* Dataset entries *
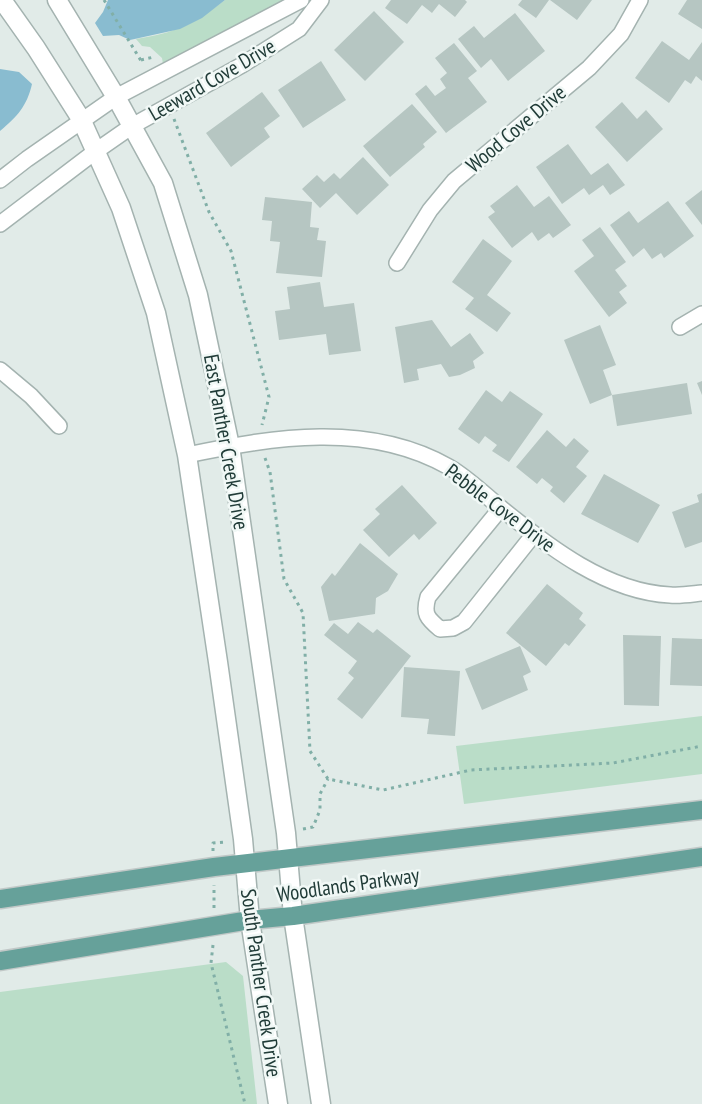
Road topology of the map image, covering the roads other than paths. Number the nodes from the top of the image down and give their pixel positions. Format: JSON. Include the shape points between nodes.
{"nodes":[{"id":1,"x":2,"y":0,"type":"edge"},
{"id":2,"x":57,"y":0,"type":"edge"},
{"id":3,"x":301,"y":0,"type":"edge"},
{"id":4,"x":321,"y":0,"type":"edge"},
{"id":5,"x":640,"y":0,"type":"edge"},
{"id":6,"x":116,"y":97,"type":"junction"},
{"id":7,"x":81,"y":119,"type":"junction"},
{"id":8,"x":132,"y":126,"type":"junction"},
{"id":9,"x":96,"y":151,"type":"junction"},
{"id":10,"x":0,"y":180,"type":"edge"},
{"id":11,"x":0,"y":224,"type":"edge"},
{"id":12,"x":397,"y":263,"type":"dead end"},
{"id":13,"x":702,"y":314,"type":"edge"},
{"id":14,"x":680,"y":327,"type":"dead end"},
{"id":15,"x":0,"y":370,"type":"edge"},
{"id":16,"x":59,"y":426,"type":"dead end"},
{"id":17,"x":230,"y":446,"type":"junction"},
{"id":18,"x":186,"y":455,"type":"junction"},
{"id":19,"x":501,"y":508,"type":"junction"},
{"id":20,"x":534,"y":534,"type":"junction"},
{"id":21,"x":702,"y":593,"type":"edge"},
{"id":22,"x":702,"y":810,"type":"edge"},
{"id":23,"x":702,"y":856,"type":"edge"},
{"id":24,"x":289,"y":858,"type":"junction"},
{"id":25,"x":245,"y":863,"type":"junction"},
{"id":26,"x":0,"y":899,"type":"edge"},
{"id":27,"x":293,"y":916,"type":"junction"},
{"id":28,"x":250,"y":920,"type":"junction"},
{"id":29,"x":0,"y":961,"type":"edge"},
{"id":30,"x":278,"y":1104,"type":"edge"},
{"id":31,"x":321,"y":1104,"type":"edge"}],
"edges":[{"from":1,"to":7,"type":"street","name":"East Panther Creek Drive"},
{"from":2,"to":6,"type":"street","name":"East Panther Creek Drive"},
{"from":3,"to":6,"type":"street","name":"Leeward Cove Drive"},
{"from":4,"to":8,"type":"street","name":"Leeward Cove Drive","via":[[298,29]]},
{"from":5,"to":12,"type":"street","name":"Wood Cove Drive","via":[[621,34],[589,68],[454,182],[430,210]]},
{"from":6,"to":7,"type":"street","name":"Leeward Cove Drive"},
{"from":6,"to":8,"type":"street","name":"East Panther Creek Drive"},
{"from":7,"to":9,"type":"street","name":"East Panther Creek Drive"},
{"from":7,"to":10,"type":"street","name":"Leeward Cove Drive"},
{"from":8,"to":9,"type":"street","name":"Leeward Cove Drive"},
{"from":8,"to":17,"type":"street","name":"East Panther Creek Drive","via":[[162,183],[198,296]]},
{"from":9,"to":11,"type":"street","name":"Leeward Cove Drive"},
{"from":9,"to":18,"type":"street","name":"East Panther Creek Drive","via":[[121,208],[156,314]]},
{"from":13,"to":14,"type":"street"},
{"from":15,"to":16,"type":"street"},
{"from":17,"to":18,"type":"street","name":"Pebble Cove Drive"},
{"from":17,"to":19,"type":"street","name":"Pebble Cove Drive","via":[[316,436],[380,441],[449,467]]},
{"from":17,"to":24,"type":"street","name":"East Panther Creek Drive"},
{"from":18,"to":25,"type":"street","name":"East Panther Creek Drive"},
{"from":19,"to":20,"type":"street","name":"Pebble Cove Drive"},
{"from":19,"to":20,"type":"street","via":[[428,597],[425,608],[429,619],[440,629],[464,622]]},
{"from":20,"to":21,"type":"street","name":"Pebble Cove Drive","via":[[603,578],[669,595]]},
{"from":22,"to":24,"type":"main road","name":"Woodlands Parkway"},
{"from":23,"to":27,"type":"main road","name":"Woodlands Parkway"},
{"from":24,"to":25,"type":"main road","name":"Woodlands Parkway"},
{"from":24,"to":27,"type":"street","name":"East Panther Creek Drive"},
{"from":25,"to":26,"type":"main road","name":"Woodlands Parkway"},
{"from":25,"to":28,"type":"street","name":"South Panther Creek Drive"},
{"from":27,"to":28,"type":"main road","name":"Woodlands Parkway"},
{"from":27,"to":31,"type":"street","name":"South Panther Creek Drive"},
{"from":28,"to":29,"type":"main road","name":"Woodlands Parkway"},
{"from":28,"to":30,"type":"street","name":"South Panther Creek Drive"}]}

* EXERCISE REQUIREMENTS *
Keep the pictures out and print all the records exactly as they are.

* EXERCISE RESPONSE *
Road topology of the map image, covering the roads other than paths. Number the nodes from the top of the image down and give their pixel positions. Format: JSON. Include the shape points between nodes.
{"nodes":[{"id":1,"x":2,"y":0,"type":"edge"},
{"id":2,"x":57,"y":0,"type":"edge"},
{"id":3,"x":301,"y":0,"type":"edge"},
{"id":4,"x":321,"y":0,"type":"edge"},
{"id":5,"x":640,"y":0,"type":"edge"},
{"id":6,"x":116,"y":97,"type":"junction"},
{"id":7,"x":81,"y":119,"type":"junction"},
{"id":8,"x":132,"y":126,"type":"junction"},
{"id":9,"x":96,"y":151,"type":"junction"},
{"id":10,"x":0,"y":180,"type":"edge"},
{"id":11,"x":0,"y":224,"type":"edge"},
{"id":12,"x":397,"y":263,"type":"dead end"},
{"id":13,"x":702,"y":314,"type":"edge"},
{"id":14,"x":680,"y":327,"type":"dead end"},
{"id":15,"x":0,"y":370,"type":"edge"},
{"id":16,"x":59,"y":426,"type":"dead end"},
{"id":17,"x":230,"y":446,"type":"junction"},
{"id":18,"x":186,"y":455,"type":"junction"},
{"id":19,"x":501,"y":508,"type":"junction"},
{"id":20,"x":534,"y":534,"type":"junction"},
{"id":21,"x":702,"y":593,"type":"edge"},
{"id":22,"x":702,"y":810,"type":"edge"},
{"id":23,"x":702,"y":856,"type":"edge"},
{"id":24,"x":289,"y":858,"type":"junction"},
{"id":25,"x":245,"y":863,"type":"junction"},
{"id":26,"x":0,"y":899,"type":"edge"},
{"id":27,"x":293,"y":916,"type":"junction"},
{"id":28,"x":250,"y":920,"type":"junction"},
{"id":29,"x":0,"y":961,"type":"edge"},
{"id":30,"x":278,"y":1104,"type":"edge"},
{"id":31,"x":321,"y":1104,"type":"edge"}],
"edges":[{"from":1,"to":7,"type":"street","name":"East Panther Creek Drive"},
{"from":2,"to":6,"type":"street","name":"East Panther Creek Drive"},
{"from":3,"to":6,"type":"street","name":"Leeward Cove Drive"},
{"from":4,"to":8,"type":"street","name":"Leeward Cove Drive","via":[[298,29]]},
{"from":5,"to":12,"type":"street","name":"Wood Cove Drive","via":[[621,34],[589,68],[454,182],[430,210]]},
{"from":6,"to":7,"type":"street","name":"Leeward Cove Drive"},
{"from":6,"to":8,"type":"street","name":"East Panther Creek Drive"},
{"from":7,"to":9,"type":"street","name":"East Panther Creek Drive"},
{"from":7,"to":10,"type":"street","name":"Leeward Cove Drive"},
{"from":8,"to":9,"type":"street","name":"Leeward Cove Drive"},
{"from":8,"to":17,"type":"street","name":"East Panther Creek Drive","via":[[162,183],[198,296]]},
{"from":9,"to":11,"type":"street","name":"Leeward Cove Drive"},
{"from":9,"to":18,"type":"street","name":"East Panther Creek Drive","via":[[121,208],[156,314]]},
{"from":13,"to":14,"type":"street"},
{"from":15,"to":16,"type":"street"},
{"from":17,"to":18,"type":"street","name":"Pebble Cove Drive"},
{"from":17,"to":19,"type":"street","name":"Pebble Cove Drive","via":[[316,436],[380,441],[449,467]]},
{"from":17,"to":24,"type":"street","name":"East Panther Creek Drive"},
{"from":18,"to":25,"type":"street","name":"East Panther Creek Drive"},
{"from":19,"to":20,"type":"street","name":"Pebble Cove Drive"},
{"from":19,"to":20,"type":"street","via":[[428,597],[425,608],[429,619],[440,629],[464,622]]},
{"from":20,"to":21,"type":"street","name":"Pebble Cove Drive","via":[[603,578],[669,595]]},
{"from":22,"to":24,"type":"main road","name":"Woodlands Parkway"},
{"from":23,"to":27,"type":"main road","name":"Woodlands Parkway"},
{"from":24,"to":25,"type":"main road","name":"Woodlands Parkway"},
{"from":24,"to":27,"type":"street","name":"East Panther Creek Drive"},
{"from":25,"to":26,"type":"main road","name":"Woodlands Parkway"},
{"from":25,"to":28,"type":"street","name":"South Panther Creek Drive"},
{"from":27,"to":28,"type":"main road","name":"Woodlands Parkway"},
{"from":27,"to":31,"type":"street","name":"South Panther Creek Drive"},
{"from":28,"to":29,"type":"main road","name":"Woodlands Parkway"},
{"from":28,"to":30,"type":"street","name":"South Panther Creek Drive"}]}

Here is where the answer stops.